The idea behind the calculators -- required by federal law to be posted on college websites by Oct. 29 -- is that many students are discouraged from applying to a university when they see the price. A year of tuition, books, room and board now totals $30,000 at many public universities and north of $50,000 at many private ones.
But that's what experts call the "sticker price," the amount paid by students who don't get any financial aid. At many schools, the typical student receives aid. The new devices calculate the sticker price: the amount, after grants, that a student could expect to pay based on family finances and, in some cases, academic performance.
"I think it's really good ... for more people to understand that the sticker price is not the price they usually pay," said Sandy Baum, an economist at the George Washington School of Education and Human Development.
It's unclear whether the new calculators will revolutionize the college search or add more confusion. Some are hard to use because they require students to input extremely detailed financial information. Others are hard to find, buried deep on a college website.
Colleges even vary in what they call the calculators -- financial aid estimator, student aid calculator and net price calculator -- complicating the search.

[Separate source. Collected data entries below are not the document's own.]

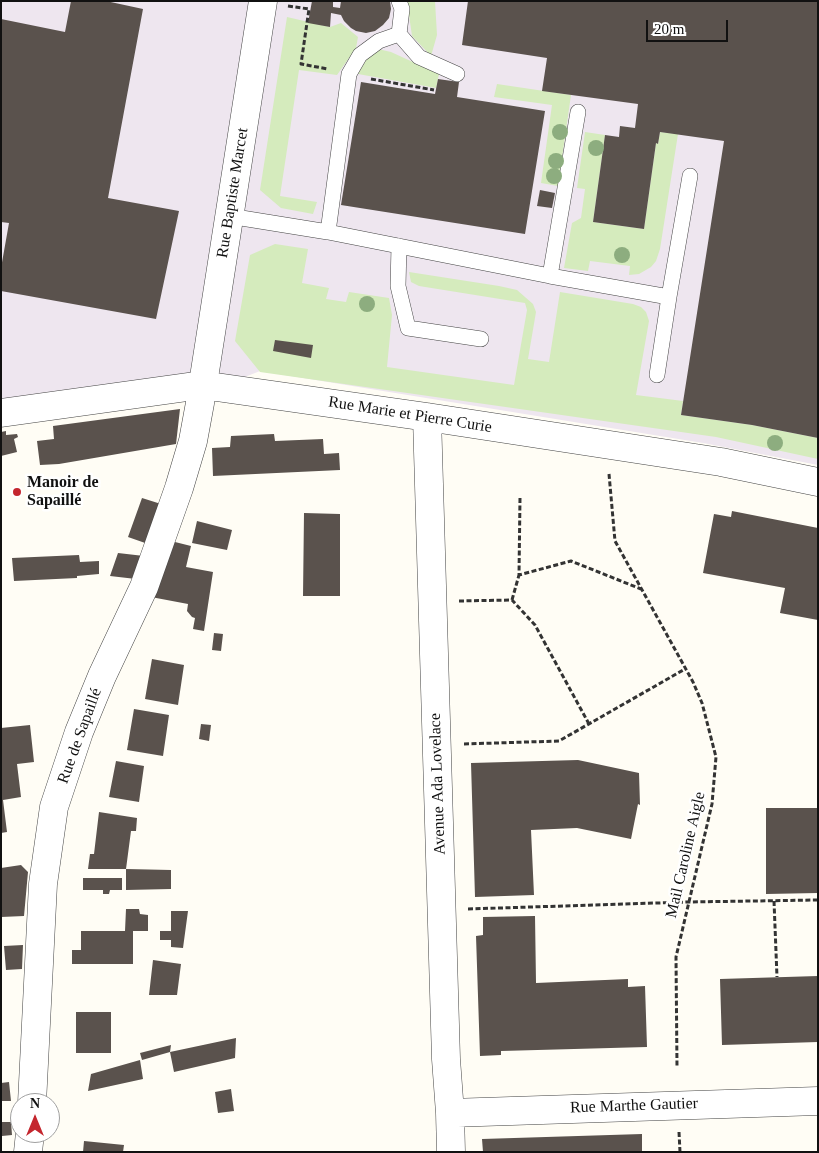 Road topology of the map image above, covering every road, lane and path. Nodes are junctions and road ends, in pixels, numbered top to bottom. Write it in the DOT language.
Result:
graph roads {
  1 [pos="399,1"];
  2 [pos="276,4"];
  3 [pos="400,34"];
  4 [pos="330,69"];
  5 [pos="457,74"];
  6 [pos="368,79"];
  7 [pos="434,90"];
  8 [pos="578,112"];
  9 [pos="690,176"];
  10 [pos="229,216"];
  11 [pos="328,232"];
  12 [pos="398,246"];
  13 [pos="550,276"];
  14 [pos="669,297"];
  15 [pos="481,339"];
  16 [pos="657,375"];
  17 [pos="202,385"];
  18 [pos="1,413"];
  19 [pos="427,417"];
  20 [pos="608,470"];
  21 [pos="818,482"];
  22 [pos="520,498"];
  23 [pos="519,575"];
  24 [pos="641,589"];
  25 [pos="512,600"];
  26 [pos="433,602"];
  27 [pos="685,669"];
  28 [pos="589,724"];
  29 [pos="461,744"];
  30 [pos="818,900"];
  31 [pos="774,901"];
  32 [pos="688,902"];
  33 [pos="466,909"];
  34 [pos="777,977"];
  35 [pos="677,1067"];
  36 [pos="33,1093"];
  37 [pos="818,1101"];
  38 [pos="450,1113"];
  39 [pos="451,1152"];
  1 -- 3 [label="lane"];
  2 -- 4 [label="path"];
  2 -- 10 [label="street, Rue Baptiste Marcet"];
  3 -- 5 [label="lane"];
  3 -- 11 [label="lane"];
  6 -- 7 [label="path"];
  8 -- 13 [label="lane"];
  9 -- 14 [label="lane"];
  10 -- 11 [label="lane"];
  10 -- 17 [label="street, Rue Baptiste Marcet"];
  11 -- 12 [label="lane"];
  12 -- 13 [label="lane"];
  12 -- 15 [label="lane"];
  13 -- 14 [label="lane"];
  14 -- 16 [label="lane"];
  17 -- 18 [label="street, Rue Marie et Pierre Curie"];
  17 -- 19 [label="street, Rue Marie et Pierre Curie"];
  17 -- 36 [label="street, Rue de Sapaillé"];
  19 -- 21 [label="street, Rue Marie et Pierre Curie"];
  19 -- 26 [label="street, Avenue Ada Lovelace"];
  20 -- 24 [label="path, Mail Caroline Aigle"];
  22 -- 23 [label="path"];
  23 -- 24 [label="path"];
  23 -- 25 [label="path"];
  24 -- 27 [label="path, Mail Caroline Aigle"];
  25 -- 26 [label="path"];
  25 -- 28 [label="path"];
  26 -- 38 [label="street, Avenue Ada Lovelace"];
  27 -- 28 [label="path"];
  27 -- 32 [label="path, Mail Caroline Aigle"];
  28 -- 29 [label="path"];
  30 -- 31 [label="path"];
  31 -- 32 [label="path"];
  31 -- 34 [label="path"];
  32 -- 33 [label="path"];
  32 -- 35 [label="path, Mail Caroline Aigle"];
  37 -- 38 [label="street, Rue Marthe Gautier"];
  38 -- 39 [label="street, Avenue Ada Lovelace"];
} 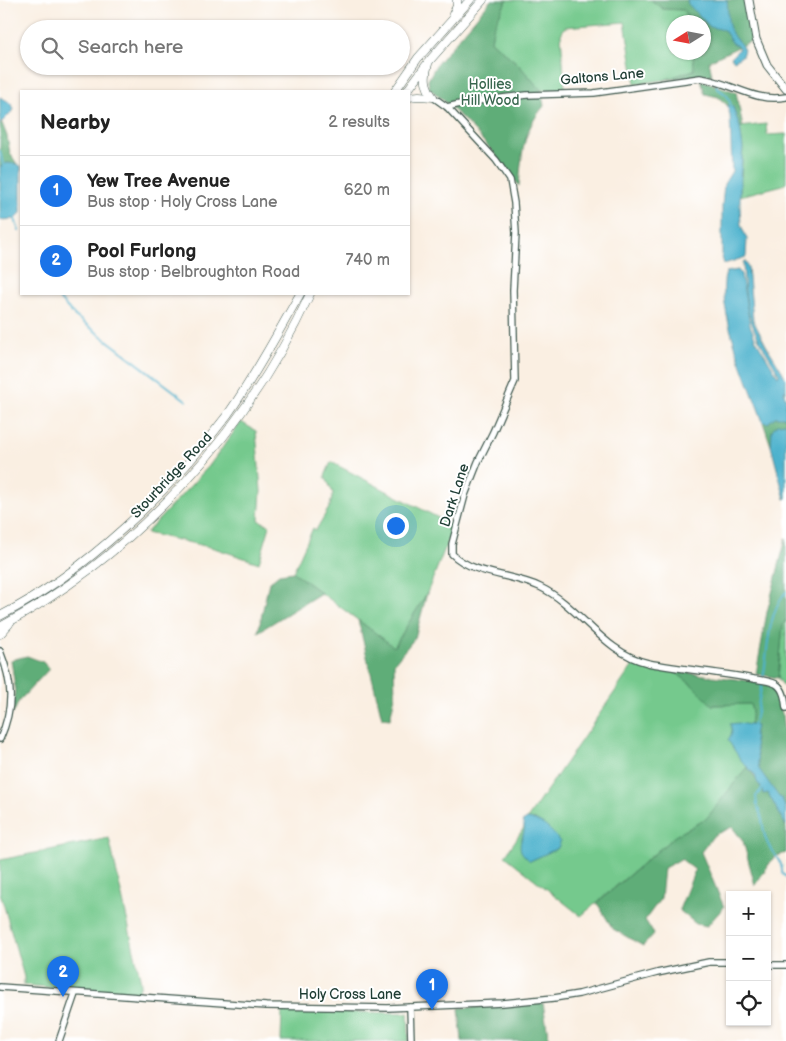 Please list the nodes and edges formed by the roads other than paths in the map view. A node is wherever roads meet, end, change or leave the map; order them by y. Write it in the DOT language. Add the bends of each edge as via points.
graph roads {
  1 [pos="457,0"];
  2 [pos="470,0"];
  3 [pos="483,0"];
  4 [pos="749,0"];
  5 [pos="449,23"];
  6 [pos="430,60"];
  7 [pos="410,69"];
  8 [pos="406,75"];
  9 [pos="786,89"];
  10 [pos="395,90"];
  11 [pos="408,90"];
  12 [pos="410,97"];
  13 [pos="433,97"];
  14 [pos="786,97"];
  15 [pos="447,107"];
  16 [pos="299,295"];
  17 [pos="310,295"];
  18 [pos="0,616"];
  19 [pos="12,621"];
  20 [pos="0,627"];
  21 [pos="0,634"];
  22 [pos="0,651"];
  23 [pos="786,708"];
  24 [pos="0,739"];
  25 [pos="726,962"];
  26 [pos="771,965"];
  27 [pos="786,965"];
  28 [pos="0,987"];
  29 [pos="76,994"];
  30 [pos="410,1007"];
  31 [pos="59,1041"];
  32 [pos="411,1041"];
  1 -- 5 [label="highway"];
  2 -- 5 [label="highway"];
  3 -- 6 [label="highway"];
  4 -- 9 [label="main road" via="756,39 767,65"];
  5 -- 7 [label="highway"];
  6 -- 11 [label="highway"];
  6 -- 13 [label="highway" via="425,81"];
  8 -- 10 [label="highway"];
  12 -- 13 [label="highway"];
  13 -- 15 [label="street, Dark Lane"];
  14 -- 15 [label="street, Galtons Lane" via="756,97 714,80 700,78 594,93 527,95"];
  15 -- 23 [label="street, Dark Lane" via="510,180 516,233 513,290 515,381 468,486 452,554 464,564 546,590 560,598 614,647 642,661 676,669 736,675 777,685 784,693"];
  16 -- 18 [label="highway, Stourbridge Road" via="228,413 146,508 100,548 38,594"];
  17 -- 19 [label="highway, Stourbridge Road" via="274,364 208,457 120,544 52,596"];
  19 -- 20 [label="highway, Stourbridge Road"];
  19 -- 21 [label="highway"];
  22 -- 24 [label="street" via="11,687 8,714"];
  25 -- 30 [label="street, Holy Cross Lane" via="709,962 554,998"];
  26 -- 27 [label="street"];
  28 -- 29 [label="street, Holy Cross Lane"];
  29 -- 30 [label="street, Holy Cross Lane" via="266,1006"];
  29 -- 31 [label="street"];
  30 -- 32 [label="street"];
}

On chat boards dissecting the college-application process, parents give calculators mixed reviews.
"This tool is one of the best innovations in financial aid," Rockvillemom wrote on CollegeConfidential.com.
Others weren't so enthralled.
"I filled out the U of MN calculator, and it indicates that our family should pay (at) $7,000 per year -- we can actually afford $0.00, AND my son needs to take out $7,000 in loan," wrote Nugraddad, who said he lives in the Chicago suburbs. "It also does not include any way of entering and/or estimating merit/scholarship money."